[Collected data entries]
○ ○ ○ ○ ○

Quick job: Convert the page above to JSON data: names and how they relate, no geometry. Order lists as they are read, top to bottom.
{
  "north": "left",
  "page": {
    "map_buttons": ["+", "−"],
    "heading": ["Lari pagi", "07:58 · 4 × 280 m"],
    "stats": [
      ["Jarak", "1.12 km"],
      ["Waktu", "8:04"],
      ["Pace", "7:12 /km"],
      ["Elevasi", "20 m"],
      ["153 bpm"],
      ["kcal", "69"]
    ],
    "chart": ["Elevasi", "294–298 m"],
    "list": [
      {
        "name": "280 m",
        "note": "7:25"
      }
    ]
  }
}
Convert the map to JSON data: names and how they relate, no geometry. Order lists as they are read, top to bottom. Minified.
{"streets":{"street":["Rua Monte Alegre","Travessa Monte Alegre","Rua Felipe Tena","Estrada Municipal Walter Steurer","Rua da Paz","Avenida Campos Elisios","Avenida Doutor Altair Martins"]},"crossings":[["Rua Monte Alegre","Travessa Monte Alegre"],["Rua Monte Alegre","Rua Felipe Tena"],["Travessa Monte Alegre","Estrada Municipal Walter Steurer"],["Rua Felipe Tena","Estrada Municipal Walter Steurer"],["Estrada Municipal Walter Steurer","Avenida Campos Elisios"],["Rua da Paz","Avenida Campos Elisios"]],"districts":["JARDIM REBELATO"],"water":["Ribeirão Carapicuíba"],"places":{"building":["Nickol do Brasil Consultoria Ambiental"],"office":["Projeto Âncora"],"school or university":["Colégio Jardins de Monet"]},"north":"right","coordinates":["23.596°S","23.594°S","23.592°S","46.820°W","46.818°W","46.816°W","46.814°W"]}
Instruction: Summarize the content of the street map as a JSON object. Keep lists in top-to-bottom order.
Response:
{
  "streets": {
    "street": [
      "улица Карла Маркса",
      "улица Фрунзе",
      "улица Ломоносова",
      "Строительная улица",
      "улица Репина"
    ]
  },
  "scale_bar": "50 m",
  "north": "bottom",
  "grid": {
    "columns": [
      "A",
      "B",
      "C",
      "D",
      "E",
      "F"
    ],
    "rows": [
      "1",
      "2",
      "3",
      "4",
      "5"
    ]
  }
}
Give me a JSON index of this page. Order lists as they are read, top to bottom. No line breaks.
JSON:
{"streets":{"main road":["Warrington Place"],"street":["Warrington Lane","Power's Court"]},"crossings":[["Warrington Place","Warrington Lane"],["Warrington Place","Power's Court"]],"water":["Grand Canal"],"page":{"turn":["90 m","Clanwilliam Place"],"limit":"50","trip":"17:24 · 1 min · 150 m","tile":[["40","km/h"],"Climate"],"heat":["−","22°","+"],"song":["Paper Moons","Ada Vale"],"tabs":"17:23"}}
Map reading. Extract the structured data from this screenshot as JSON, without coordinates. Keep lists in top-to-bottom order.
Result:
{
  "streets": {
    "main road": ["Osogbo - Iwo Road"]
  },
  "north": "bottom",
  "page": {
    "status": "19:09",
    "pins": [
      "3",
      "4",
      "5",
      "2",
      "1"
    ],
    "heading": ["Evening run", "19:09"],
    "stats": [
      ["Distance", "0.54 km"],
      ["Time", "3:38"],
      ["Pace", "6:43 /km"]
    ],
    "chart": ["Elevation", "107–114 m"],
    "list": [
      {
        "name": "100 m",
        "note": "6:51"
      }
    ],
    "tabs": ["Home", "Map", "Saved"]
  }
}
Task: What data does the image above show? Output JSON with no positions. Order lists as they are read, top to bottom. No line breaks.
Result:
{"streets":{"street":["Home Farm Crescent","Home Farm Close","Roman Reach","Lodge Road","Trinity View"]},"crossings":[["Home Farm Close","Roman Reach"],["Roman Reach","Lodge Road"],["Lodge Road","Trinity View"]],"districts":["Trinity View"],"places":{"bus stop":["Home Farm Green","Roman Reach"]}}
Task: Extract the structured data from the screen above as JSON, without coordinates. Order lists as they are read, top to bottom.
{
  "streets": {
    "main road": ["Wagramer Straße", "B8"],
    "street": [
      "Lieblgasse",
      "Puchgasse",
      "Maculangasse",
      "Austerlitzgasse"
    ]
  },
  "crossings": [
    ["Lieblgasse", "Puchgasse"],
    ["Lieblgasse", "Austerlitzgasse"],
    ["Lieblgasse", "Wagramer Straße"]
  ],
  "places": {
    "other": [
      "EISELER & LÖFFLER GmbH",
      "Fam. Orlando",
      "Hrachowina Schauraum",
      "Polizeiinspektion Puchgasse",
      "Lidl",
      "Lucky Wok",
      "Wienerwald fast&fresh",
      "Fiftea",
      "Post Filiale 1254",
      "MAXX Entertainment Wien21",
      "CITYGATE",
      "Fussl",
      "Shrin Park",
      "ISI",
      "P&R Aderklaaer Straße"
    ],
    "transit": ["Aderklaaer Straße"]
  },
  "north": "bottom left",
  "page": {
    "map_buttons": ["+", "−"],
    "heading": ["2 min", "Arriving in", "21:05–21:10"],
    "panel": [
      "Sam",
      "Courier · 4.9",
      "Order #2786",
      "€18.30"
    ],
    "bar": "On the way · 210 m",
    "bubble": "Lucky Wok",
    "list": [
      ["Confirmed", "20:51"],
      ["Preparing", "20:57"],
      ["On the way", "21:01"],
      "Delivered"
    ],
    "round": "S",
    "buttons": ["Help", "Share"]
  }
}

○ ○ ○ ○ ○

* Brief:
Find out how many lines in the data above hold the word "breaks". Write only the number.

* Written reply:
2